Dan Moore started programming at age eight. After later graduating from Georgia Tech with a degree in computer science, he realized he didn’t want to work for a larger company.
“I realized that enterprise life wasn’t for me, just being a small wheel on a giant machine,” Moore said.
Moore went on to found multiple startups, including Awaiting, a virtual waitlist app for brick-and-mortar retailers. Moore said that through this experience, he got into product management and go-to-market sales work.
“[I] found this market need, which is a pretty obvious market need, that people taking new products to market need to go get connected to their target audience and tell people about it through marketing, but also through sales and discovery,” Moore said.
This market need, combined with the boom of AI Agents over the past few years, led Moore to create Tarka in 2024. Co-founded by Moore, Justin Michela, and AJ Gleser, the startup is an AI Agent platform built to help go-to-market teams “accelerate their customer discovery, market research, and growth.”
A go-to-market team can start as no more than a single founder who has an idea for a product. And as Moore noted, the process of bringing that idea to market involves a lot of marketing, growth activities, and customer discovery. He added that this can be a time-consuming process for either an individual or a team aiming to promote a product.
“It just takes a lot of busy work and stuff that people hate to do,” Moore said. “And so Tarka simplifies all that.”
Tarka’s place in a crowded space
Moore said there is a lot of competition in the go-to-market space. He said that specifically across outbound-led sales (Tarka’s target niche), founder-led sales, and product managers, there is some $250 million in annual spending in the United States. Accordingly, the startup is looking to differentiate itself from its competitors.
“There’s no one really taking the specific approach that we’re taking to it,” Moore said.
Tarka’s first AI Agent, which is currently in development, is a networking tool for LinkedIn. The agent will be able to impersonate a user’s LinkedIn profile and automatically find potential customers, contact and speak with them, and achieve an intended outcome (such as setting up a phone call).
Unlike some other models, which use email spam to reach as many people as possible, Tarka’s AI Agent is intended to maintain a person’s personal brand by speaking naturally with potential connections within the Linkedin platform.
During the setup phase, the user can customize their agent by providing details about their product, their brand, and how they want the agent to interact. Thereafter, the Tarka agent uses LinkedIn just like a human would. It researches and finds individuals who would be interested in the product and suggests to the user to reach out to them. The user can then individually accept the agent’s suggestions or allow the agent to reach out automatically.
“It’s just like sitting down a human in front of a computer and having them click around the browser, and having that full fledged experience, except it can do it a lot more efficiently and faster,” Moore said.

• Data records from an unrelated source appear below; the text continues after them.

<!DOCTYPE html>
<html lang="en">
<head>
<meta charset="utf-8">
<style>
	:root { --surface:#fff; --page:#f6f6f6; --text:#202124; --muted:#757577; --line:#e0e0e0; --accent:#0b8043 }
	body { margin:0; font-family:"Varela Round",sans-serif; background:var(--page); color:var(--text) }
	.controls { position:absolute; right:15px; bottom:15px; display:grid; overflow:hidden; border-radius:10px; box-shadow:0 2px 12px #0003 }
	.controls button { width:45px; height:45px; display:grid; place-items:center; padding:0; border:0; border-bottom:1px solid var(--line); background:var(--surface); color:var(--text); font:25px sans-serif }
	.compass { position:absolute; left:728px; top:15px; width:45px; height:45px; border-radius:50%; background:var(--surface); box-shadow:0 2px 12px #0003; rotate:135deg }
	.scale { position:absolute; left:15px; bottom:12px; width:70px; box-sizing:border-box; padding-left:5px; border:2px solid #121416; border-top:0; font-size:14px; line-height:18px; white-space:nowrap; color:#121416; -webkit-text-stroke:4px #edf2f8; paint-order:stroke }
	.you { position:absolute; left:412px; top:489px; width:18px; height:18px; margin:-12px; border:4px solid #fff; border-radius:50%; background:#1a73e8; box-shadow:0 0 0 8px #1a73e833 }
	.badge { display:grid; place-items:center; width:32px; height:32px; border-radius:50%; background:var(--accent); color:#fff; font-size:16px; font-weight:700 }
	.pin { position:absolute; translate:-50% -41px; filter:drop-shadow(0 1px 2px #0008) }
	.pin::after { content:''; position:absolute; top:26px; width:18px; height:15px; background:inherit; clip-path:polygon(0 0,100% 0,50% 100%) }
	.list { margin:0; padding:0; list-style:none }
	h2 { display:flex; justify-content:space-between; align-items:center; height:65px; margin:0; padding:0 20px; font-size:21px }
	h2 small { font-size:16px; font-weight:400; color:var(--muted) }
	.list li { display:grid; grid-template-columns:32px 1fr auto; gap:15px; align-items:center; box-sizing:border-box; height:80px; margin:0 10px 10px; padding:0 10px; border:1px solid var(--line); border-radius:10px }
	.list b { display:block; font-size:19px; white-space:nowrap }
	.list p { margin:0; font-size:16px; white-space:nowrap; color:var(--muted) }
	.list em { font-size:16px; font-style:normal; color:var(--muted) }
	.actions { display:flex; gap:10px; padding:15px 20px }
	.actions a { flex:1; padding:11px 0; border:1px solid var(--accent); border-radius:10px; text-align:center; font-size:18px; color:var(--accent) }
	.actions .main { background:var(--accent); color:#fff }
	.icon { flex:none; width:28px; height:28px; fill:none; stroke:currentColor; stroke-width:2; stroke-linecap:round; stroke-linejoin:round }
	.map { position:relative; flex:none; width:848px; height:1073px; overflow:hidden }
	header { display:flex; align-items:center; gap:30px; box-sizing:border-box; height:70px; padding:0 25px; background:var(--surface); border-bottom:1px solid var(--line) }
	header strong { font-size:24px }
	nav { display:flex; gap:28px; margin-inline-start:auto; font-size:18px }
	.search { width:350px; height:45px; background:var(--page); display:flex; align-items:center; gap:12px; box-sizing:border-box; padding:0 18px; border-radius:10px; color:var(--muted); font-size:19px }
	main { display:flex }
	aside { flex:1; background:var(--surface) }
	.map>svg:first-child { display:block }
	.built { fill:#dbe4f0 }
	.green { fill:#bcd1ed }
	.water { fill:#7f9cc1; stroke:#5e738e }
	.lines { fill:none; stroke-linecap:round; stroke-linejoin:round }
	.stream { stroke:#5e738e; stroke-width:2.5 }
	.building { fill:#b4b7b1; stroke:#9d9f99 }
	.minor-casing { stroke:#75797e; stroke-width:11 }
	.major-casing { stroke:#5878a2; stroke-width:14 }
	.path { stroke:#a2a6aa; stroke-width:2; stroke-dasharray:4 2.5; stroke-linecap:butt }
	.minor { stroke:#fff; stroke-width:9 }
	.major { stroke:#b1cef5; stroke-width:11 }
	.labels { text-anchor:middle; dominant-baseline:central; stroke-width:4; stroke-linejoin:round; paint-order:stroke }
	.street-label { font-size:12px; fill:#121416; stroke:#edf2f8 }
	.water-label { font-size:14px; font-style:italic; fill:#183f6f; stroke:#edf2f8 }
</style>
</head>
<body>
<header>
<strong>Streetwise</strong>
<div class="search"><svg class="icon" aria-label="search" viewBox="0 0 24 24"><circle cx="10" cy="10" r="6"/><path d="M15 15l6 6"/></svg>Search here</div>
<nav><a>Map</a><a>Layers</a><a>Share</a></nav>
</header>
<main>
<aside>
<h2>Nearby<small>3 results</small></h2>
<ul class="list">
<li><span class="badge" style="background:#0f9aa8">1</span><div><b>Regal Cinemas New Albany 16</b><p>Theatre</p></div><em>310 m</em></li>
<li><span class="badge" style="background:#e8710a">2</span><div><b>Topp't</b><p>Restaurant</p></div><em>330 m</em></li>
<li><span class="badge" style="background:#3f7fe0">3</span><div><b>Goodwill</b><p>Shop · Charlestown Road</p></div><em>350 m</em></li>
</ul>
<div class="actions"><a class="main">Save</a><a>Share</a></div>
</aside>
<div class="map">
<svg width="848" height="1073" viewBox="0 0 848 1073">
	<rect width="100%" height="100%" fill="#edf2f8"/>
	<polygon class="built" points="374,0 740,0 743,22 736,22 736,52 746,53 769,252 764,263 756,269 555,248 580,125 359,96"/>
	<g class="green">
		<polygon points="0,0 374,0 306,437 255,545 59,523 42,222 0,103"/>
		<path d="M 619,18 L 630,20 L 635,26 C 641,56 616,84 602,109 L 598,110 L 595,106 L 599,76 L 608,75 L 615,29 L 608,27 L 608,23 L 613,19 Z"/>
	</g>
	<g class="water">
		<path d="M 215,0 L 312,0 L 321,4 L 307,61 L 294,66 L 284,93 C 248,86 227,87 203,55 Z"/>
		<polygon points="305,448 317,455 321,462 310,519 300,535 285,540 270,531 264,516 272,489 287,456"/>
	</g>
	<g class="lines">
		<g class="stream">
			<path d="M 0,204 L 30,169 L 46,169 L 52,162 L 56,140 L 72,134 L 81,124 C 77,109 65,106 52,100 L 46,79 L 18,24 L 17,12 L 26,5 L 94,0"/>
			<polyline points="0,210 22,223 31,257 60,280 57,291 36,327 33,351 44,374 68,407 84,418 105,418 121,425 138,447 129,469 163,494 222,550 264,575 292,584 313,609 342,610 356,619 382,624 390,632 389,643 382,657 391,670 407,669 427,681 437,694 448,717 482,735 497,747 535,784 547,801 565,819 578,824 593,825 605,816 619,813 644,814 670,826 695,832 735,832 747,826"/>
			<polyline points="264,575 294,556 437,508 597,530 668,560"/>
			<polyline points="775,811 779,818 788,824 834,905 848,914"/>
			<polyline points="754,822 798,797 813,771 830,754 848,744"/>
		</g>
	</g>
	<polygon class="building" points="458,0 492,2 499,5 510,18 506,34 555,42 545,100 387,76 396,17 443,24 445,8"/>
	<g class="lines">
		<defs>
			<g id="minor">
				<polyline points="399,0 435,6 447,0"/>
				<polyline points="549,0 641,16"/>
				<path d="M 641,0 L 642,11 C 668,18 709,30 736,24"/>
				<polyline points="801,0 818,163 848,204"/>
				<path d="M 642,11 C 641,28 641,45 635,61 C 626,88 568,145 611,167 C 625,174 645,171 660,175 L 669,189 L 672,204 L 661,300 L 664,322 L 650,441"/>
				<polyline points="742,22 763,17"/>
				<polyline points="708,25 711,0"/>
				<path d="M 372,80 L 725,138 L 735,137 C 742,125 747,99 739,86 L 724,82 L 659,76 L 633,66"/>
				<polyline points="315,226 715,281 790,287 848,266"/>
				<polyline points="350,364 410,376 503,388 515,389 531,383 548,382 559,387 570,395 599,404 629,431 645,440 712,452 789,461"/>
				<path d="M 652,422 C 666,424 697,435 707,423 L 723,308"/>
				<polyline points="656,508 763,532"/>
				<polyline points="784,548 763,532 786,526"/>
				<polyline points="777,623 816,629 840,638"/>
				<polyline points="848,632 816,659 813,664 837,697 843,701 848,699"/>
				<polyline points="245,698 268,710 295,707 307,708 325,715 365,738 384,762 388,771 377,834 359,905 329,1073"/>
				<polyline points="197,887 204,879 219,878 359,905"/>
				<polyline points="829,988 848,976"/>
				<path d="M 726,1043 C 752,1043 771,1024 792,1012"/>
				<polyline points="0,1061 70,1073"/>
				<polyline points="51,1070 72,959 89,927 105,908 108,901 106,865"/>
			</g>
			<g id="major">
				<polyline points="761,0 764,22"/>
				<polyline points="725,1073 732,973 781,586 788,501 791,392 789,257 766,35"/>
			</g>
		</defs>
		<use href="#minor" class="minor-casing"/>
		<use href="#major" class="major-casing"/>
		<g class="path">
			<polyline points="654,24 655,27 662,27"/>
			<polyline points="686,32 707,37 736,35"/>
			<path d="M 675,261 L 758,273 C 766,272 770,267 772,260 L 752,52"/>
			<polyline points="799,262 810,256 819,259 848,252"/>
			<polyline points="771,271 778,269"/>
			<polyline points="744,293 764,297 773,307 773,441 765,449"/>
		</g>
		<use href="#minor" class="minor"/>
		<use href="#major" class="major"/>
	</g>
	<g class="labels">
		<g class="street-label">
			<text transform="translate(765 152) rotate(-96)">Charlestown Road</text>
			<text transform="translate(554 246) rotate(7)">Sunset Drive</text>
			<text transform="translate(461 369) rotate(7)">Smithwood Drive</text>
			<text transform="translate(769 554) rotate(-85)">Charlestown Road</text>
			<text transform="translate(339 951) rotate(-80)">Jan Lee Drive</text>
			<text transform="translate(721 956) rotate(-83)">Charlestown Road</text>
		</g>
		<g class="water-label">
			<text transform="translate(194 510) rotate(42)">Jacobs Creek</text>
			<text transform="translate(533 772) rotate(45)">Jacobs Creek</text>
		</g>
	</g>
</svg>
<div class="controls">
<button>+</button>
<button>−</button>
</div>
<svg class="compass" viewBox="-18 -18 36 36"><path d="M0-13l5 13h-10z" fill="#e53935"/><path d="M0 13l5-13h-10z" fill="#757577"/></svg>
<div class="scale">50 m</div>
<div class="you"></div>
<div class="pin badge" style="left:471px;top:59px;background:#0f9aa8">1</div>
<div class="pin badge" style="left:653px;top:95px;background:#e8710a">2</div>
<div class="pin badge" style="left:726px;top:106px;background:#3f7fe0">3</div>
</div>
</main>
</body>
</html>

When customizing their AI Agent, users have multiple intended outcome options to choose from. These include getting potential customers on a customer interview or demo call, or collecting product feedback from potential users.
Moore said that the startup faces some challenges with their approach, as LinkedIn makes money from ad revenue and wants real people to be on their platform, not artificial intelligence models.
“I would say that LinkedIn is an adversarial environment,” Moore said. “They explicitly do not want people automating things.”
QUICK BITS
Startup: Tarka
Co-Founders: Dan Moore, Justin Michela, AJ Gleser
Founded: 2024
Team size: 3
Location: Raleigh
Website: www.tarka.ai
Funding: Raising seed
Right now, Tarka is planning to offer AI Agents by subscription. In the future, the startup plans to transition to a more outcome-driven model, in which customers will pay more or less depending on how much they are getting out of the product.
Additionally, the startup is looking toward the future for more applications of their AI Agents.
“What we’ve built can use LinkedIn really well, but that’s just one website,” Moore said. “[There are] hundreds of other websites and hundreds of other things that you can do with AI that [people] don’t want to do.”
Tarka already has a waitlist of more than 200 customers and is currently working on improving their agent and determining the best pricing for their product.
“We’re constantly pumping out new features with our paid pilot customers,” Moore said.
From just those twelve pilot customers, the startup is bringing in over $100,000 in annual revenue. Moore said they hope to reach $1 million in revenue by the end of this year.